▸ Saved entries

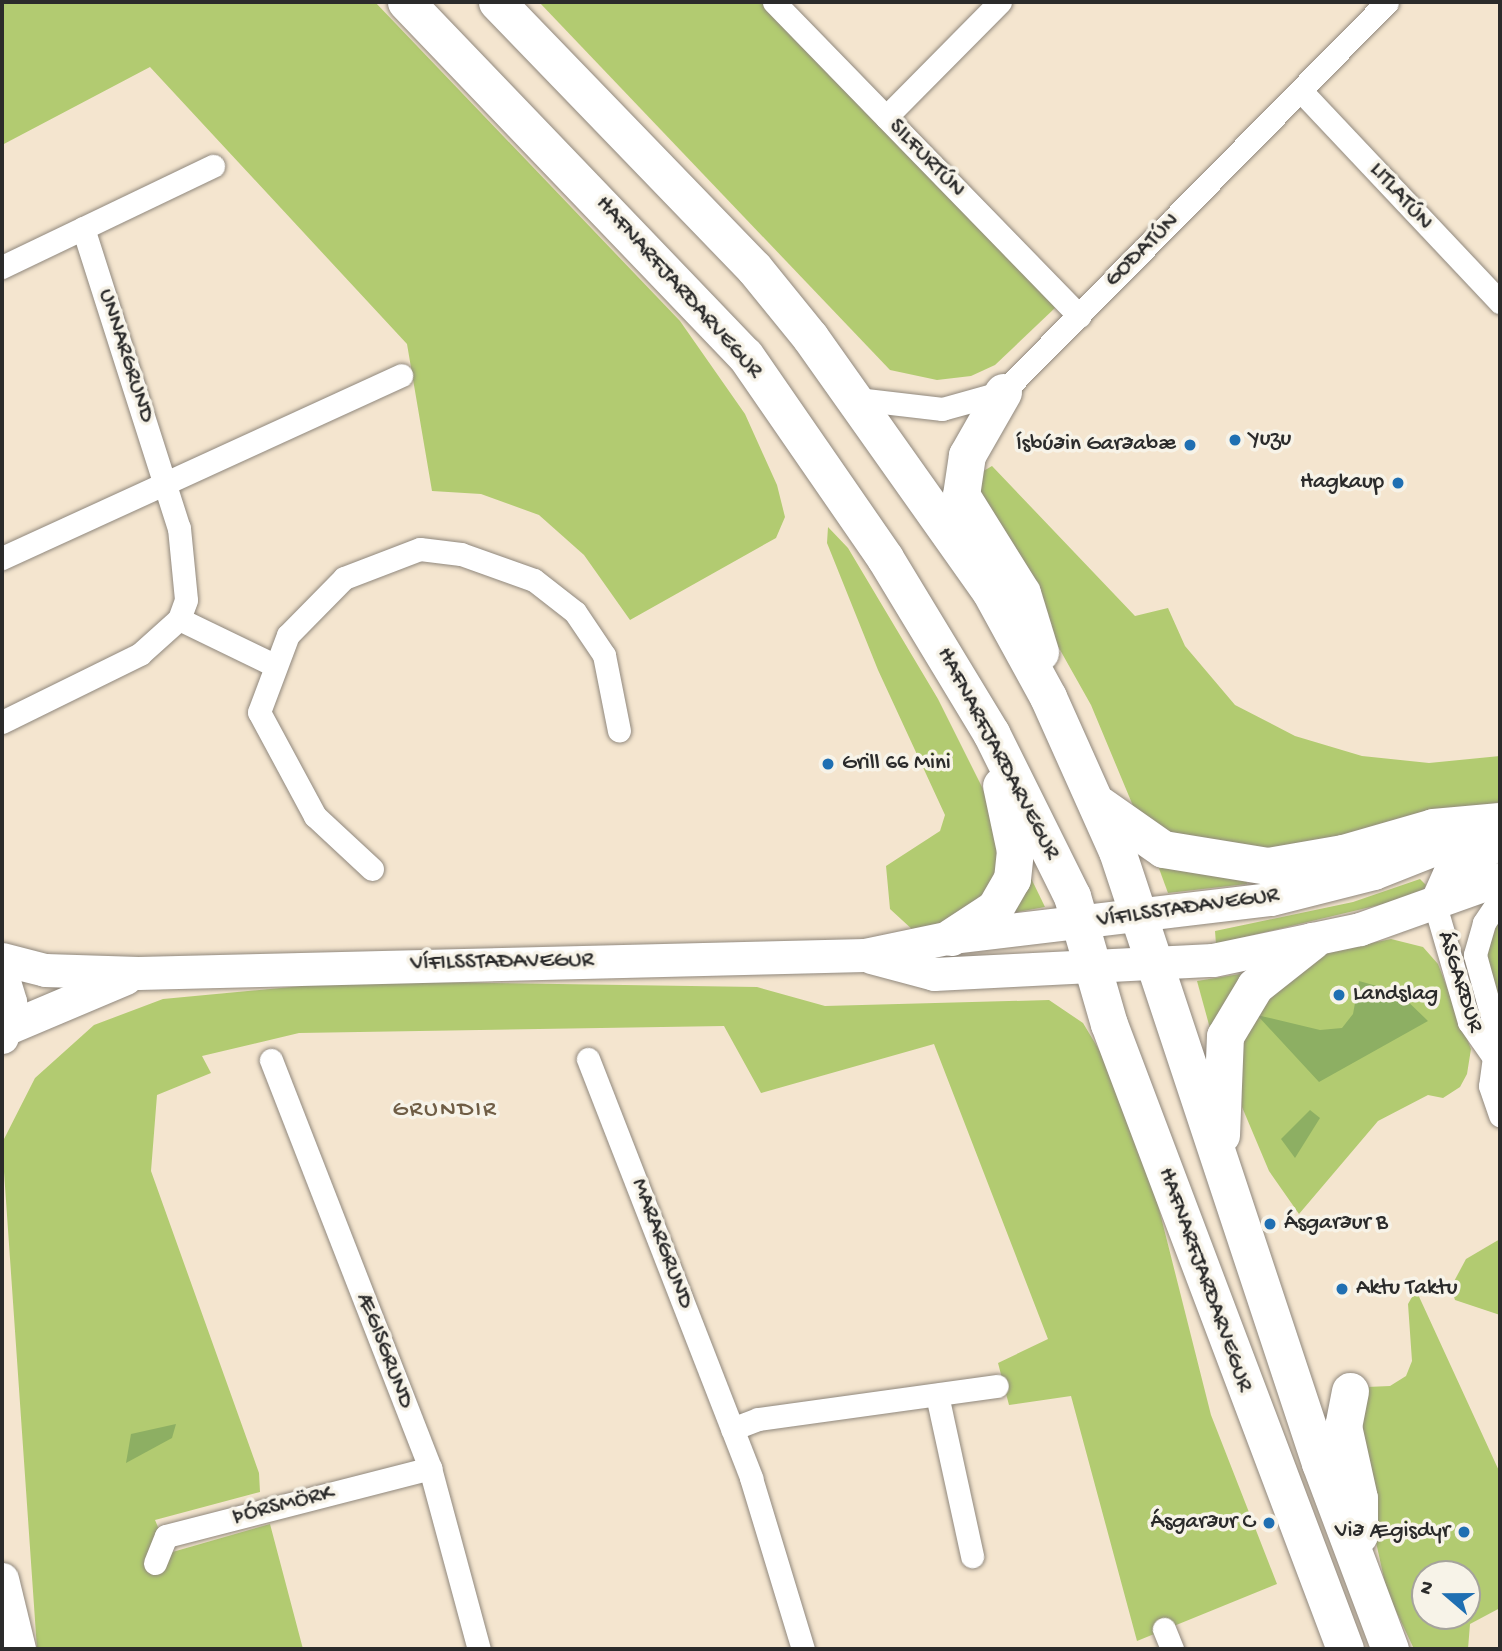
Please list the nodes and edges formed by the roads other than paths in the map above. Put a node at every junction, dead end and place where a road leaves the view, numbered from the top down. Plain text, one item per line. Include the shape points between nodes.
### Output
1 (406, 2) edge
2 (497, 2) edge
3 (774, 2) edge
4 (1000, 2) edge
5 (1387, 2) edge
6 (1301, 91) junction
7 (886, 117) junction
8 (213, 166) dead end
9 (83, 228) junction
10 (2, 267) edge
11 (1498, 294) edge
12 (1079, 316) junction
13 (401, 375) dead end
14 (1003, 391) junction
15 (858, 399) junction
16 (165, 484) junction
17 (2, 558) edge
18 (179, 619) junction
19 (272, 664) junction
20 (1048, 697) junction
21 (2, 722) edge
22 (619, 731) dead end
23 (991, 733) junction
24 (1097, 801) junction
25 (1500, 822) edge
26 (1500, 841) edge
27 (372, 869) dead end
28 (1500, 879) edge
29 (1500, 899) edge
30 (1435, 905) junction
31 (1139, 916) junction
32 (1082, 924) junction
33 (951, 937) junction
34 (1312, 941) junction
35 (866, 955) junction
36 (2, 959) edge
37 (1152, 966) junction
38 (1094, 971) junction
39 (138, 973) junction
40 (2, 975) edge
41 (4, 1033) edge
42 (1491, 1054) junction
43 (588, 1059) dead end
44 (271, 1060) dead end
45 (1500, 1115) edge
46 (1220, 1157) junction
47 (996, 1386) dead end
48 (1350, 1391) dead end
49 (937, 1395) junction
50 (732, 1429) junction
51 (430, 1468) junction
52 (972, 1556) dead end
53 (155, 1563) dead end
54 (1359, 1571) junction
55 (2, 1593) edge
56 (19, 1649) edge
57 (479, 1649) edge
58 (803, 1649) edge
59 (1346, 1649) edge
60 (1390, 1649) edge

1 - 23 main road, HAFNARFJARÐARVEGUR via 744,355 878,547
2 - 15 main road via 754,268
3 - 7 street, SILFURTÚN
4 - 7 street
5 - 6 street, GOÐATÚN
6 - 11 street, LITLATÚN
6 - 12 street, GOÐATÚN
7 - 12 street, SILFURTÚN
8 - 9 street
9 - 10 street
9 - 16 street, UNNARGRUND
12 - 14 street, GOÐATÚN
13 - 16 street
14 - 15 street, GOÐATÚN via 942,410
14 - 20 main road via 967,455 961,495 1022,593
15 - 20 main road via 990,591
16 - 17 street
16 - 18 street, UNNARGRUND via 186,564 186,600
18 - 19 street
18 - 21 street via 140,654
19 - 22 street via 304,614 344,578 395,555 441,550 510,569 575,611 604,655
19 - 27 street via 259,712 268,734 315,816
20 - 24 main road
23 - 32 main road, HAFNARFJARÐARVEGUR
23 - 33 main road via 1015,865 995,908
24 - 25 main road via 1163,849 1268,866 1343,853 1433,827
24 - 31 main road
25 - 31 street, VÍFILSSTAÐAVEGUR via 1374,873 1271,899
26 - 30 street via 1450,874
28 - 30 street, VÍFILSSTAÐAVEGUR
29 - 42 street, ÁSGARÐUR via 1484,923 1475,956 1497,1035
30 - 34 street, VÍFILSSTAÐAVEGUR
30 - 42 street, ÁSGARÐUR via 1469,1021
31 - 32 street, VÍFILSSTAÐAVEGUR
31 - 37 main road
32 - 33 street, VÍFILSSTAÐAVEGUR
32 - 38 main road, HAFNARFJARÐARVEGUR
33 - 35 street, VÍFILSSTAÐAVEGUR
34 - 37 street, VÍFILSSTAÐAVEGUR
34 - 46 main road via 1255,986 1225,1036
35 - 38 street, VÍFILSSTAÐAVEGUR via 934,974
35 - 39 street, VÍFILSSTAÐAVEGUR
36 - 39 street, VÍFILSSTAÐAVEGUR via 45,970
37 - 38 street, VÍFILSSTAÐAVEGUR
37 - 46 main road
38 - 59 main road, HAFNARFJARÐARVEGUR
39 - 41 street, VÍFILSSTAÐAVEGUR
40 - 41 street, VÍFILSSTAÐAVEGUR via 10,1002
42 - 45 street, ÁSGARÐUR via 1490,1086
43 - 50 street, MARARGRUND
44 - 51 street, ÆGISGRUND
46 - 54 main road
47 - 49 street
48 - 54 main road via 1343,1426 1359,1498
49 - 50 street via 758,1419
49 - 52 street
50 - 58 street, MARARGRUND
51 - 53 street, ÞÓRSMÖRK via 166,1536
51 - 57 street, ÆGISGRUND
54 - 60 main road
55 - 56 street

▸ WHAT IS NEEDED
Images are to be excluded, and each record above written out word for word.

▸ OUTPUT OF THE TASK
Please list the nodes and edges formed by the roads other than paths in the map above. Put a node at every junction, dead end and place where a road leaves the view, numbered from the top down. Plain text, one item per line. Include the shape points between nodes.
### Output
1 (406, 2) edge
2 (497, 2) edge
3 (774, 2) edge
4 (1000, 2) edge
5 (1387, 2) edge
6 (1301, 91) junction
7 (886, 117) junction
8 (213, 166) dead end
9 (83, 228) junction
10 (2, 267) edge
11 (1498, 294) edge
12 (1079, 316) junction
13 (401, 375) dead end
14 (1003, 391) junction
15 (858, 399) junction
16 (165, 484) junction
17 (2, 558) edge
18 (179, 619) junction
19 (272, 664) junction
20 (1048, 697) junction
21 (2, 722) edge
22 (619, 731) dead end
23 (991, 733) junction
24 (1097, 801) junction
25 (1500, 822) edge
26 (1500, 841) edge
27 (372, 869) dead end
28 (1500, 879) edge
29 (1500, 899) edge
30 (1435, 905) junction
31 (1139, 916) junction
32 (1082, 924) junction
33 (951, 937) junction
34 (1312, 941) junction
35 (866, 955) junction
36 (2, 959) edge
37 (1152, 966) junction
38 (1094, 971) junction
39 (138, 973) junction
40 (2, 975) edge
41 (4, 1033) edge
42 (1491, 1054) junction
43 (588, 1059) dead end
44 (271, 1060) dead end
45 (1500, 1115) edge
46 (1220, 1157) junction
47 (996, 1386) dead end
48 (1350, 1391) dead end
49 (937, 1395) junction
50 (732, 1429) junction
51 (430, 1468) junction
52 (972, 1556) dead end
53 (155, 1563) dead end
54 (1359, 1571) junction
55 (2, 1593) edge
56 (19, 1649) edge
57 (479, 1649) edge
58 (803, 1649) edge
59 (1346, 1649) edge
60 (1390, 1649) edge

1 - 23 main road, HAFNARFJARÐARVEGUR via 744,355 878,547
2 - 15 main road via 754,268
3 - 7 street, SILFURTÚN
4 - 7 street
5 - 6 street, GOÐATÚN
6 - 11 street, LITLATÚN
6 - 12 street, GOÐATÚN
7 - 12 street, SILFURTÚN
8 - 9 street
9 - 10 street
9 - 16 street, UNNARGRUND
12 - 14 street, GOÐATÚN
13 - 16 street
14 - 15 street, GOÐATÚN via 942,410
14 - 20 main road via 967,455 961,495 1022,593
15 - 20 main road via 990,591
16 - 17 street
16 - 18 street, UNNARGRUND via 186,564 186,600
18 - 19 street
18 - 21 street via 140,654
19 - 22 street via 304,614 344,578 395,555 441,550 510,569 575,611 604,655
19 - 27 street via 259,712 268,734 315,816
20 - 24 main road
23 - 32 main road, HAFNARFJARÐARVEGUR
23 - 33 main road via 1015,865 995,908
24 - 25 main road via 1163,849 1268,866 1343,853 1433,827
24 - 31 main road
25 - 31 street, VÍFILSSTAÐAVEGUR via 1374,873 1271,899
26 - 30 street via 1450,874
28 - 30 street, VÍFILSSTAÐAVEGUR
29 - 42 street, ÁSGARÐUR via 1484,923 1475,956 1497,1035
30 - 34 street, VÍFILSSTAÐAVEGUR
30 - 42 street, ÁSGARÐUR via 1469,1021
31 - 32 street, VÍFILSSTAÐAVEGUR
31 - 37 main road
32 - 33 street, VÍFILSSTAÐAVEGUR
32 - 38 main road, HAFNARFJARÐARVEGUR
33 - 35 street, VÍFILSSTAÐAVEGUR
34 - 37 street, VÍFILSSTAÐAVEGUR
34 - 46 main road via 1255,986 1225,1036
35 - 38 street, VÍFILSSTAÐAVEGUR via 934,974
35 - 39 street, VÍFILSSTAÐAVEGUR
36 - 39 street, VÍFILSSTAÐAVEGUR via 45,970
37 - 38 street, VÍFILSSTAÐAVEGUR
37 - 46 main road
38 - 59 main road, HAFNARFJARÐARVEGUR
39 - 41 street, VÍFILSSTAÐAVEGUR
40 - 41 street, VÍFILSSTAÐAVEGUR via 10,1002
42 - 45 street, ÁSGARÐUR via 1490,1086
43 - 50 street, MARARGRUND
44 - 51 street, ÆGISGRUND
46 - 54 main road
47 - 49 street
48 - 54 main road via 1343,1426 1359,1498
49 - 50 street via 758,1419
49 - 52 street
50 - 58 street, MARARGRUND
51 - 53 street, ÞÓRSMÖRK via 166,1536
51 - 57 street, ÆGISGRUND
54 - 60 main road
55 - 56 street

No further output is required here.